INSTRUCTIONS FOR THE TASK - Where the string "edges" occurs in a line of the data below, that line should be copied.

BEGIN EXERCISE DATA

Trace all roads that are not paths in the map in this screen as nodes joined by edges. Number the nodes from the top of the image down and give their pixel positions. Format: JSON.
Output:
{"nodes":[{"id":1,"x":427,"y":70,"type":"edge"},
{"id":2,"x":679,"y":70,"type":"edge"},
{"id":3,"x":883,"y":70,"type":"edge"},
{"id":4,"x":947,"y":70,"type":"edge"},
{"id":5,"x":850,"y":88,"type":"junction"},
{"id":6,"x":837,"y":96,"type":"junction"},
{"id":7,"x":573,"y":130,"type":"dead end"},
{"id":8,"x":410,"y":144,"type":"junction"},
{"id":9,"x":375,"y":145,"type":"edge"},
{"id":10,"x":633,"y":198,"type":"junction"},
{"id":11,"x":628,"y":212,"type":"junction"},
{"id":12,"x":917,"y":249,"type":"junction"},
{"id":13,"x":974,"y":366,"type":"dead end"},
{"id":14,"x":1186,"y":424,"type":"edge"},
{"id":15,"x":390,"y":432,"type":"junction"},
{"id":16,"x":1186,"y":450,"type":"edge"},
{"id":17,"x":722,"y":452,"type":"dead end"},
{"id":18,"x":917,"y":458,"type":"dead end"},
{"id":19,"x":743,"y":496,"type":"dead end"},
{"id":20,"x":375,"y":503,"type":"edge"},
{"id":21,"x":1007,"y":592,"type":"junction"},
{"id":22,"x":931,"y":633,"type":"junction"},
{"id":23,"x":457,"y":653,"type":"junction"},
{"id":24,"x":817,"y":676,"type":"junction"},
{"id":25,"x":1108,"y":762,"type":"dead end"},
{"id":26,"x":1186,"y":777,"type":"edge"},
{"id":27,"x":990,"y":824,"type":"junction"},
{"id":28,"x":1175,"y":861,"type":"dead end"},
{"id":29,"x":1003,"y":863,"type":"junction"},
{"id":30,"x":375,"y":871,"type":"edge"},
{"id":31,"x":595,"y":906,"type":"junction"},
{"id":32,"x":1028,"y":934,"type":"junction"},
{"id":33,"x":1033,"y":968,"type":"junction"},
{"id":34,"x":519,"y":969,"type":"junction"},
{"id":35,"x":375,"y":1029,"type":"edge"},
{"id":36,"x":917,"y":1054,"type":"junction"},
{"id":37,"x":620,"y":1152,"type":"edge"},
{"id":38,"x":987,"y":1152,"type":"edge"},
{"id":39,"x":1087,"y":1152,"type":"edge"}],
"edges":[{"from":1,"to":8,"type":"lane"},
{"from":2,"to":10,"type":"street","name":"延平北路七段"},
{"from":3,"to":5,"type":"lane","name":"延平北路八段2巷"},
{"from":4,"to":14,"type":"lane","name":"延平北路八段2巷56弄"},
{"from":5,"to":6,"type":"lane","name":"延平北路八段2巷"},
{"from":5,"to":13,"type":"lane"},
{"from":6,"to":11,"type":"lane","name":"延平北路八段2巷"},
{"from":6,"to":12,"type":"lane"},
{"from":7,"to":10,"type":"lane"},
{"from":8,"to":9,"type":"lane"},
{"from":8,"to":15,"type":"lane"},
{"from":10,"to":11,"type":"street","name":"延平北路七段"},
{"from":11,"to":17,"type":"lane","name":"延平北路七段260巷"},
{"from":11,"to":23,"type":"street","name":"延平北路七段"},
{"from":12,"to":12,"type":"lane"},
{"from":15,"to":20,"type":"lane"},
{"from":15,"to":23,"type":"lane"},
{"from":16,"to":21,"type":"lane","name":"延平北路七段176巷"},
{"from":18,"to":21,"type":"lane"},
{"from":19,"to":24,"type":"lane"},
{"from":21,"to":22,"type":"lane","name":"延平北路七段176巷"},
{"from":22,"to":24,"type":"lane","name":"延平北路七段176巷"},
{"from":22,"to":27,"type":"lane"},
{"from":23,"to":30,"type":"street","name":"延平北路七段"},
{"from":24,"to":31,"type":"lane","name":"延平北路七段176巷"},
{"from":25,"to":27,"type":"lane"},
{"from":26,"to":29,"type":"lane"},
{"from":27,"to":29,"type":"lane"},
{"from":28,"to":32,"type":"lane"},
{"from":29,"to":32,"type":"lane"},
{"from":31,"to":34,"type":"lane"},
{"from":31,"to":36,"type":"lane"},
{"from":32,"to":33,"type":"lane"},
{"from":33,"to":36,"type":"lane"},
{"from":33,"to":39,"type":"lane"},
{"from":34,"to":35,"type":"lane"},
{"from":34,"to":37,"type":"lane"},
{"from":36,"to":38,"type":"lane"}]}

END EXERCISE DATA

ANSWER BELOW -
Trace all roads that are not paths in the map in this screen as nodes joined by edges. Number the nodes from the top of the image down and give their pixel positions. Format: JSON.
"edges":[{"from":1,"to":8,"type":"lane"},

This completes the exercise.